> **Provided material**:
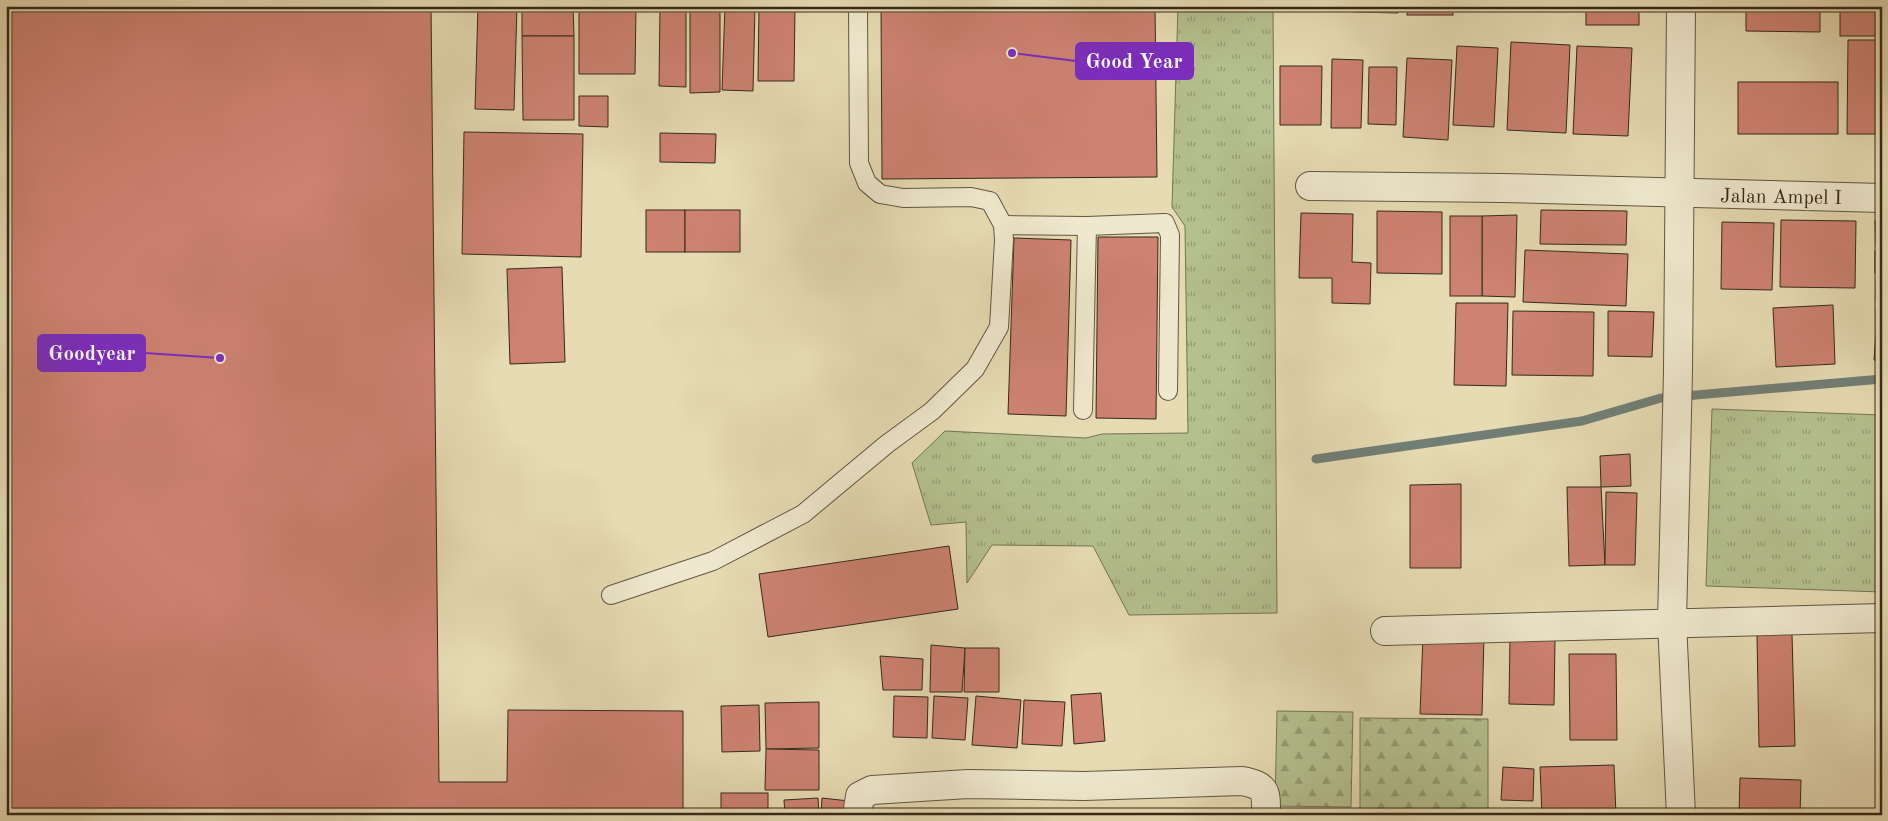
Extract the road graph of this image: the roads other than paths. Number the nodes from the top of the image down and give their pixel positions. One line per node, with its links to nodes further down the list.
1 (858, 6): 6 (lane)
2 (1681, 6): 4 (street)
3 (1310, 186): 4 (street, Jalan Ampel I)
4 (1680, 194): 5 (street, Jalan Ampel I); 12 (street)
5 (1882, 198)
6 (1004, 225): 7 (lane); 10 (lane)
7 (1086, 226): 8 (lane); 9 (lane)
8 (1168, 391)
9 (1083, 410)
10 (611, 595)
11 (1882, 618): 12 (street)
12 (1672, 622): 13 (street); 16 (street)
13 (1385, 631)
14 (857, 815): 15 (street)
15 (1266, 815)
16 (1681, 815)

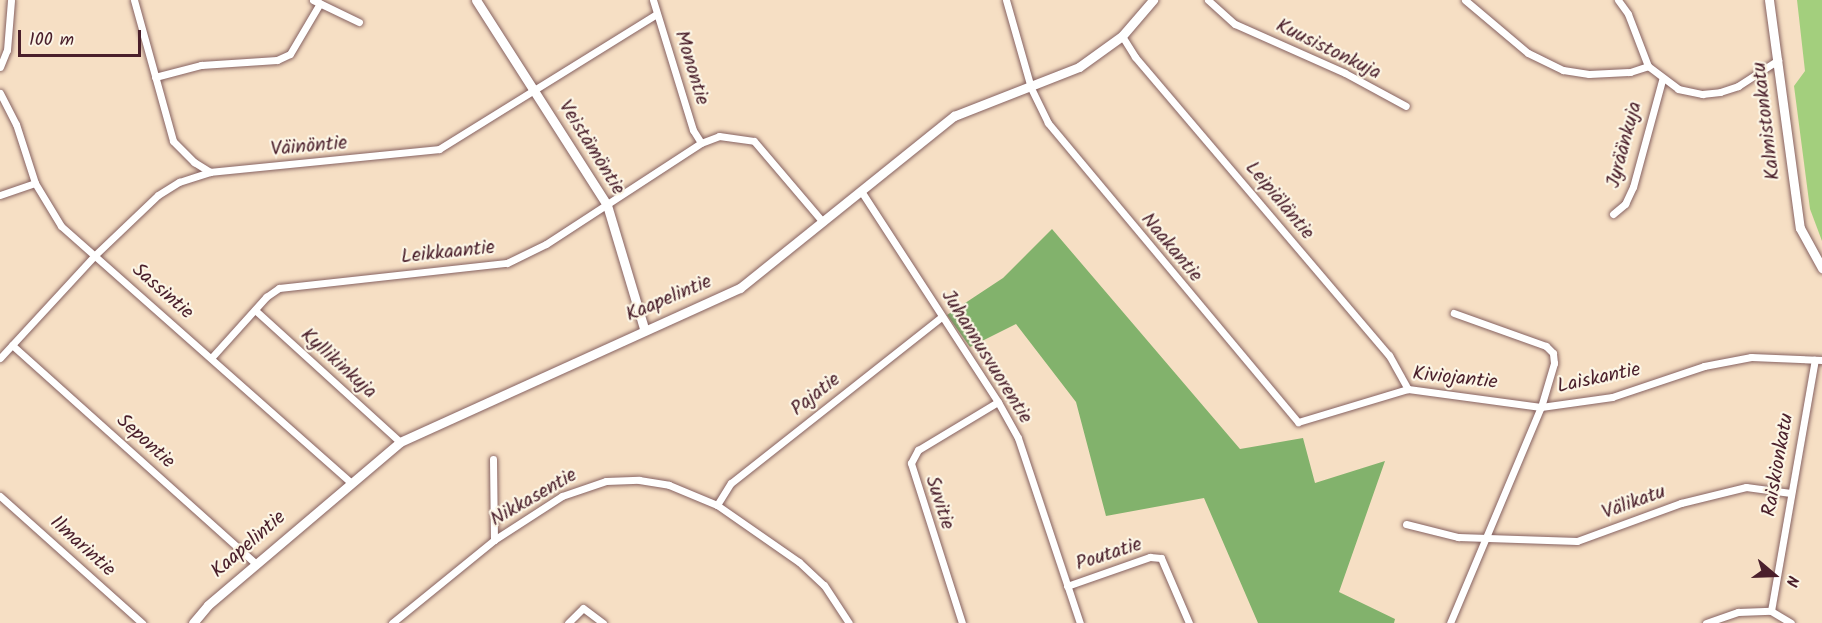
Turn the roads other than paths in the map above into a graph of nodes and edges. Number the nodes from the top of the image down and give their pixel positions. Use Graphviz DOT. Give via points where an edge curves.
graph roads {
  1 [pos="11,0"];
  2 [pos="134,0"];
  3 [pos="476,0"];
  4 [pos="653,0"];
  5 [pos="1006,0"];
  6 [pos="1153,0"];
  7 [pos="1208,0"];
  8 [pos="1465,0"];
  9 [pos="1618,0"];
  10 [pos="1769,0"];
  11 [pos="316,2"];
  12 [pos="657,14"];
  13 [pos="359,22"];
  14 [pos="1122,36"];
  15 [pos="1778,60"];
  16 [pos="1648,66"];
  17 [pos="0,67"];
  18 [pos="155,77"];
  19 [pos="1662,80"];
  20 [pos="1031,88"];
  21 [pos="534,91"];
  22 [pos="0,93"];
  23 [pos="1406,106"];
  24 [pos="701,143"];
  25 [pos="210,172"];
  26 [pos="35,183"];
  27 [pos="861,190"];
  28 [pos="0,195"];
  29 [pos="607,205"];
  30 [pos="1613,214"];
  31 [pos="823,222"];
  32 [pos="94,256"];
  33 [pos="1822,268"];
  34 [pos="255,310"];
  35 [pos="1454,313"];
  36 [pos="941,317"];
  37 [pos="645,328"];
  38 [pos="12,345"];
  39 [pos="212,357"];
  40 [pos="0,358"];
  41 [pos="1818,360"];
  42 [pos="1408,388"];
  43 [pos="998,402"];
  44 [pos="1541,407"];
  45 [pos="1298,422"];
  46 [pos="400,442"];
  47 [pos="494,459"];
  48 [pos="350,482"];
  49 [pos="1791,493"];
  50 [pos="0,496"];
  51 [pos="717,505"];
  52 [pos="1406,524"];
  53 [pos="1488,537"];
  54 [pos="494,540"];
  55 [pos="255,563"];
  56 [pos="1066,586"];
  57 [pos="1771,611"];
  58 [pos="142,623"];
  59 [pos="193,623"];
  60 [pos="392,623"];
  61 [pos="568,623"];
  62 [pos="603,623"];
  63 [pos="849,623"];
  64 [pos="962,623"];
  65 [pos="1080,623"];
  66 [pos="1189,623"];
  67 [pos="1450,623"];
  68 [pos="1706,623"];
  69 [pos="1791,623"];
  1 -- 17 [label="street" via="7,50"];
  2 -- 18 [label="street"];
  3 -- 21 [label="street, Veistämöntie"];
  4 -- 12 [label="street, Monontie"];
  5 -- 20 [label="street, Naakantie"];
  6 -- 14 [label="street, Kaapelintie"];
  7 -- 23 [label="street, Kuusistonkuja" via="1235,24 1345,73"];
  8 -- 16 [label="street" via="1528,53 1563,70 1589,74 1630,72"];
  9 -- 16 [label="street" via="1628,14"];
  10 -- 15 [label="street, Kalmistonkatu"];
  11 -- 13 [label="street"];
  11 -- 18 [label="street" via="290,54 277,60 201,65"];
  12 -- 21 [label="street, Väinöntie"];
  12 -- 24 [label="street, Monontie" via="693,130"];
  14 -- 20 [label="street, Kaapelintie" via="1079,66"];
  14 -- 42 [label="street, Leipiäläntie" via="1135,57 1389,355"];
  15 -- 19 [label="street" via="1738,86 1720,92 1694,93"];
  15 -- 33 [label="street, Kalmistonkatu" via="1800,228"];
  16 -- 19 [label="street"];
  18 -- 25 [label="street" via="173,141"];
  19 -- 30 [label="street, Jyräänkuja" via="1633,188 1625,204"];
  20 -- 27 [label="street, Kaapelintie" via="954,116"];
  20 -- 45 [label="street, Naakantie" via="1048,123 1095,183"];
  21 -- 25 [label="street, Väinöntie" via="439,149"];
  21 -- 29 [label="street, Veistämöntie"];
  22 -- 26 [label="street, Sassintie" via="16,124"];
  24 -- 29 [label="street, Leikkaantie"];
  24 -- 31 [label="street, Leikkaantie" via="719,136 754,141"];
  25 -- 32 [label="street, Väinöntie" via="179,182 158,195"];
  26 -- 28 [label="street"];
  26 -- 32 [label="street, Sassintie" via="61,226"];
  27 -- 31 [label="street, Kaapelintie"];
  27 -- 36 [label="street, Juhannusvuorentie"];
  29 -- 34 [label="street, Leikkaantie" via="546,244 507,263 303,283 279,288"];
  29 -- 37 [label="street, Veistämöntie"];
  31 -- 37 [label="street, Kaapelintie" via="740,288"];
  32 -- 38 [label="street, Väinöntie"];
  32 -- 39 [label="street, Sassintie"];
  34 -- 39 [label="street, Leikkaantie"];
  34 -- 46 [label="street, Kyllikinkuja"];
  35 -- 44 [label="street" via="1546,346 1553,353 1554,363"];
  36 -- 43 [label="street, Juhannusvuorentie"];
  36 -- 51 [label="street, Pajatie" via="731,483"];
  37 -- 46 [label="street, Kaapelintie"];
  38 -- 40 [label="street, Väinöntie"];
  38 -- 55 [label="street, Sepontie"];
  39 -- 48 [label="street, Sassintie"];
  41 -- 44 [label="street, Laiskantie" via="1750,357 1704,366 1612,397"];
  41 -- 49 [label="street, Raiskionkatu"];
  42 -- 44 [label="street, Kiviojantie"];
  42 -- 45 [label="street, Kiviojantie"];
  43 -- 56 [label="street, Juhannusvuorentie" via="1018,438"];
  43 -- 64 [label="street, Suvitie" via="918,450 910,463"];
  44 -- 53 [label="street, Laiskantie"];
  46 -- 48 [label="street, Kaapelintie"];
  47 -- 54 [label="street"];
  48 -- 55 [label="street, Kaapelintie"];
  49 -- 53 [label="street, Välikatu" via="1746,487 1681,503 1577,541"];
  49 -- 57 [label="street, Raiskionkatu"];
  50 -- 58 [label="street, Ilmarintie"];
  51 -- 54 [label="street, Nikkasentie" via="669,485 639,480 606,481 562,496"];
  51 -- 63 [label="street, Nikkasentie" via="799,562 824,585"];
  52 -- 53 [label="street, Välikatu" via="1458,537"];
  53 -- 67 [label="street, Laiskantie"];
  54 -- 60 [label="street, Nikkasentie"];
  55 -- 59 [label="street, Kaapelintie" via="208,604"];
  56 -- 65 [label="street, Juhannusvuorentie"];
  56 -- 66 [label="street, Poutatie" via="1150,557 1161,558"];
  57 -- 68 [label="street" via="1738,612"];
  57 -- 69 [label="street"];
  61 -- 62 [label="street" via="583,608"];
}
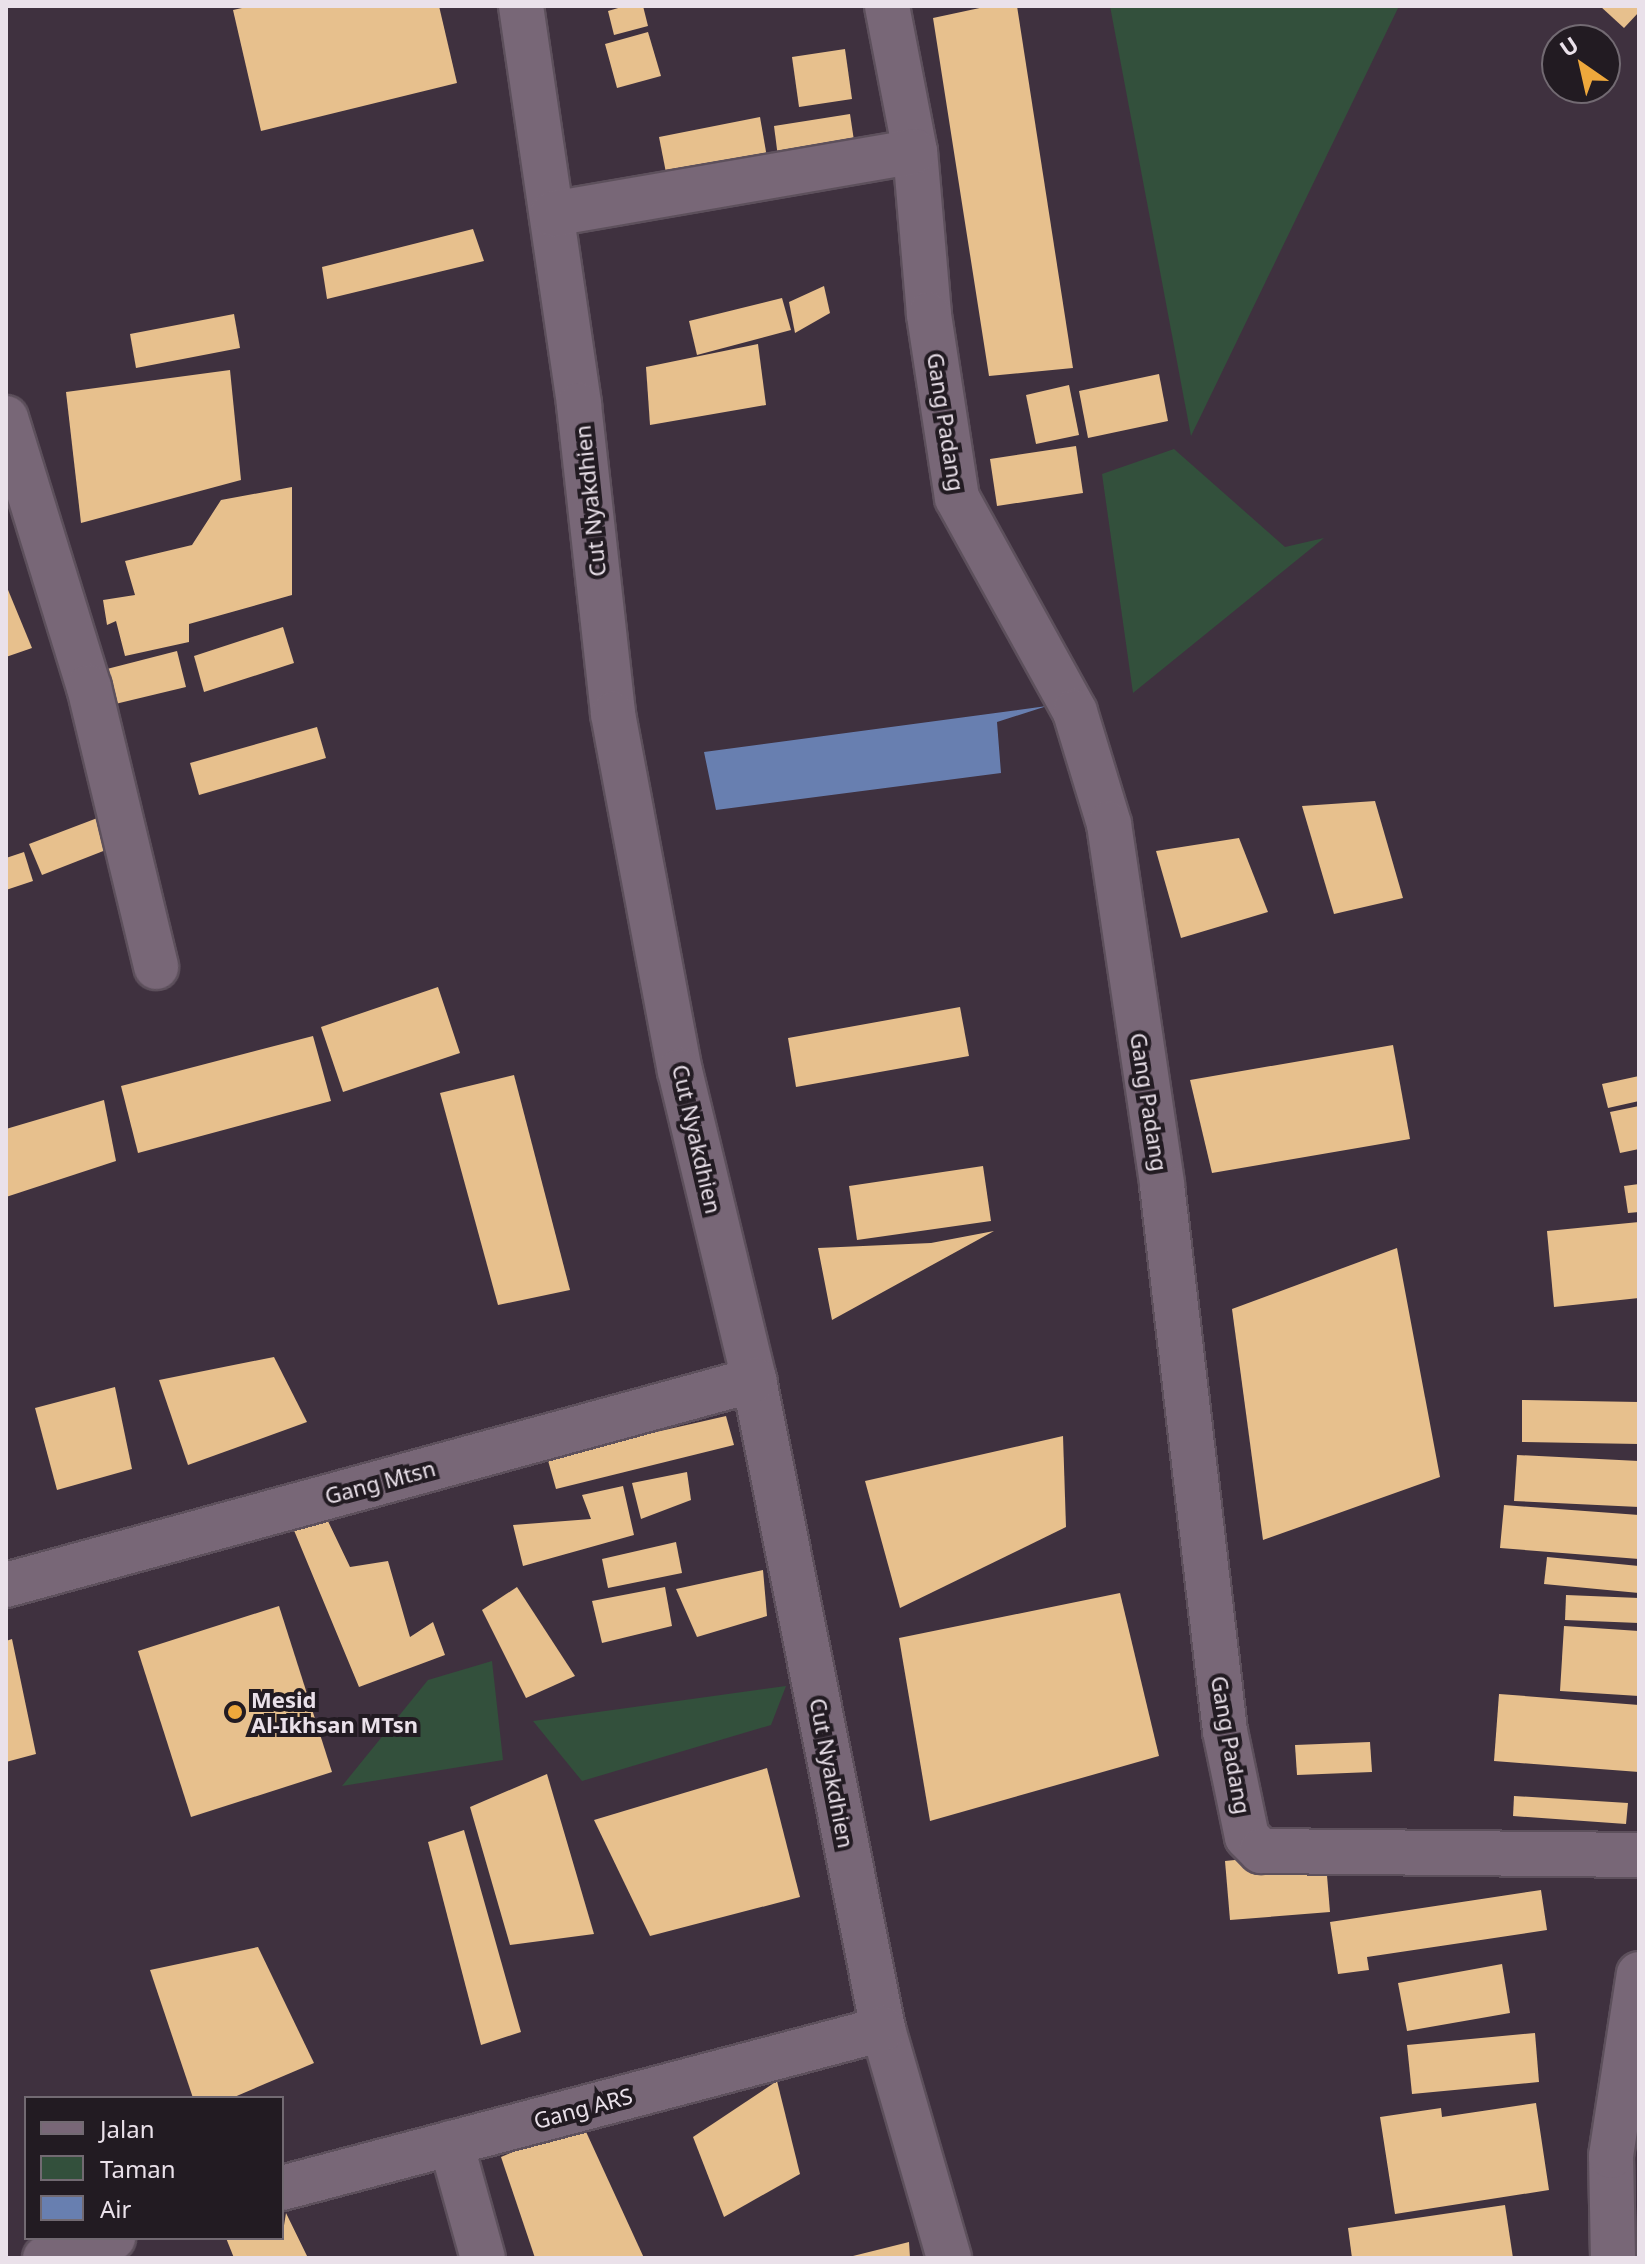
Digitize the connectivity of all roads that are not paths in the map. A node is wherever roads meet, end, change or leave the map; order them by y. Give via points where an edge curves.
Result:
1 (521, 6) edge
2 (887, 6) edge
3 (915, 151) junction
4 (552, 214) junction
5 (6, 418) edge
6 (156, 967) dead end
7 (754, 1380) junction
8 (6, 1585) edge
9 (1639, 1855) edge
10 (1639, 1974) edge
11 (883, 2029) junction
12 (451, 2143) junction
13 (284, 2187) edge
14 (106, 2240) edge
15 (45, 2258) edge
16 (483, 2258) edge
17 (949, 2258) edge
18 (1613, 2258) edge

1 - 4 street, Cut Nyakdhien
2 - 3 street, Gang Padang
3 - 4 street
3 - 9 street, Gang Padang via 929,315 957,498 1075,712 1109,824 1162,1185 1225,1731 1247,1837 1261,1851
4 - 7 street, Cut Nyakdhien via 613,714 680,1071
5 - 6 street via 94,702
7 - 8 street, Gang Mtsn
7 - 11 street, Cut Nyakdhien
10 - 18 street via 1611,2156
11 - 12 street, Gang ARS
11 - 17 street, Cut Nyakdhien
12 - 13 street, Gang ARS
12 - 16 street
14 - 15 street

> **Your task**: What is needed is each line of the entries that contains the word "where".

> **Solution to the problem**:
Turn the roads other than paths in the map above into a graph of nodes and edges. Number the nodes from the top of the image down and give their pixel positions. Use Graphviz DOT. Give via points where an edge curves.
Digitize the connectivity of all roads that are not paths in the map. A node is wherever roads meet, end, change or leave the map; order them by y. Give via points where an edge curves.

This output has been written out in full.